F5Networks / f5-aws-cloudformation

CloudFormation Templates for quickly deploying BIG-IP services in Amazon Web Services EC2
112 stars 118 forks source link

secondary private IP does not failover on same-net HA deployment #76

Closed JeffGiroux closed 4 years ago

JeffGiroux commented 5 years ago

Do you already have an issue opened with F5 support?

No

Description

Testing different templates for HA. I did same-net and chose to do public IP. The same-net deployment does NOT run the HA iApp, so how does an IP or secondary IP move when I hit failover? Currently, when I hit failover the public EIP doesn't move.

Is there missing steps in the CFT template docs? Are we supposed to run HA iApp?

If I choose no public IP then I have no public IPs.

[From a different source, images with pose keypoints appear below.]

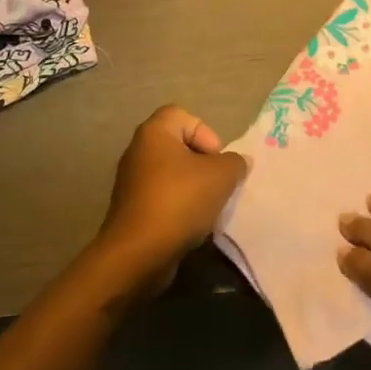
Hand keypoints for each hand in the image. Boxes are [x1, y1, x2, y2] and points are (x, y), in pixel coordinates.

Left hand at [90, 105, 247, 301]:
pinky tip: (192, 226)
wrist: (138, 253)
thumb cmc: (179, 201)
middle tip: (218, 184)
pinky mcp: (132, 209)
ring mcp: (132, 182)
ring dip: (194, 189)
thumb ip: (235, 162)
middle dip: (204, 165)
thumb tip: (238, 162)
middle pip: (180, 147)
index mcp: (154, 133)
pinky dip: (179, 208)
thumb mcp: (221, 176)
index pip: (183, 116)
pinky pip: (163, 198)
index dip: (206, 133)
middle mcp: (138, 151)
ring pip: (173, 175)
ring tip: (209, 208)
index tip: (217, 160)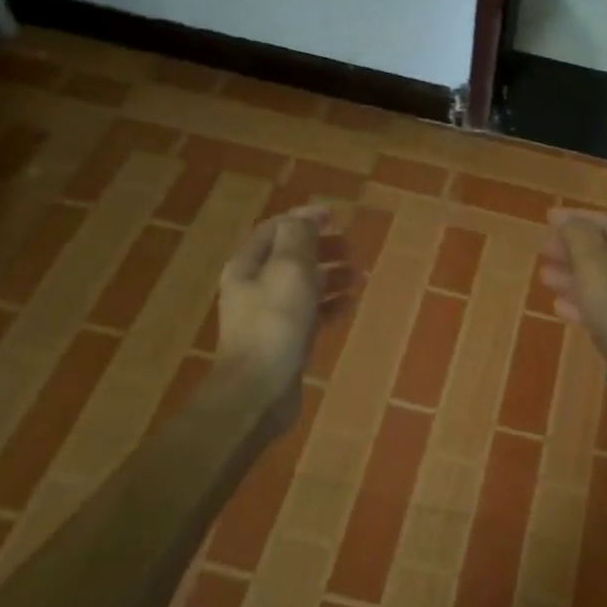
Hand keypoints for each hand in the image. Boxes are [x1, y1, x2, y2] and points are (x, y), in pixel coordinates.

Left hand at [216, 206, 353, 417]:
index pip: (275, 230)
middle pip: (290, 257)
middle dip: (321, 248)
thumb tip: (305, 218)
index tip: (336, 216)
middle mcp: (254, 288)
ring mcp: (269, 317)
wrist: (259, 390)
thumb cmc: (275, 323)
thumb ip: (298, 238)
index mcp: (248, 266)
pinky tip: (349, 305)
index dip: (304, 218)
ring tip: (359, 276)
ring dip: (330, 276)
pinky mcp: (284, 341)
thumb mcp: (289, 269)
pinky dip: (330, 305)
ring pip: (303, 286)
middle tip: (351, 248)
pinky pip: (310, 314)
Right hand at [539, 208, 606, 405]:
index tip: (547, 219)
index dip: (576, 220)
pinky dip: (587, 303)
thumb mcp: (597, 272)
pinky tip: (561, 308)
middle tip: (542, 251)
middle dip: (573, 250)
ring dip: (575, 277)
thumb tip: (567, 219)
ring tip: (545, 277)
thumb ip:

OK...my VIP will be private only and live on a secondary IP associated with that ENI. Same situation, if I failover after the same-net template has successfully deployed, then what exactly is "moving" over to the other instance? I don't see anything triggering a move of secondary IPs when I hit failover.

Template

https://github.com/F5Networks/f5-aws-cloudformation/tree/master/supported/failover/same-net/via-api/3nic/existing-stack/payg

Severity Level

3

shyawnkarim commented 5 years ago

Hi Jeff,

When deploying HA into the "Same availability zone", HA Across AZ iApp is not required for failover. BIG-IPs use the built-in failvoer script (/usr/libexec/aws/aws-failover-tgactive.sh). This script re-maps AWS secondary IPs (associated with floating IPs (VIPs) in traffic groups). For example

AWS EIP: 1.1.1.1 -> 10.1.1.100 (AWS Secondary IP / BIG-IP VIP) [BIG-IP 1 NIC] to: AWS EIP: 1.1.1.1 -> 10.1.1.100 (AWS Secondary IP / BIG-IP VIP) [BIG-IP 2 NIC]

1.1.1.1 = Bigip1VipEipAddress resource in template 10.1.1.100 = an AWS Secondary IP that maps to the floating BIG-IP VIP

For instance, you will see this in /var/log/ltm:

Aug 28 21:10:28 ip-10-0-2-228 notice tmm1[16125]: 01340011:5: HA unit 1 state change: from 0 to 1. Aug 28 21:10:29 ip-10-0-2-228.ec2.internal notice logger[28846]: /usr/libexec/aws/aws-failover-tgactive.sh (traffic-group-1): Started. Aug 28 21:10:32 ip-10-0-2-228.ec2.internal info logger[28899]: /usr/libexec/aws/aws-failover-tgactive.sh (traffic-group-1): endpoint URL: https://ec2.us-east-1.amazonaws.com. Aug 28 21:10:37 ip-10-0-2-228.ec2.internal notice logger[28998]: /usr/libexec/aws/aws-failover-tgactive.sh (traffic-group-1): Completed

See https://clouddocs.f5.com/cloud/public/v1/aws/AWS_ha.html for more details.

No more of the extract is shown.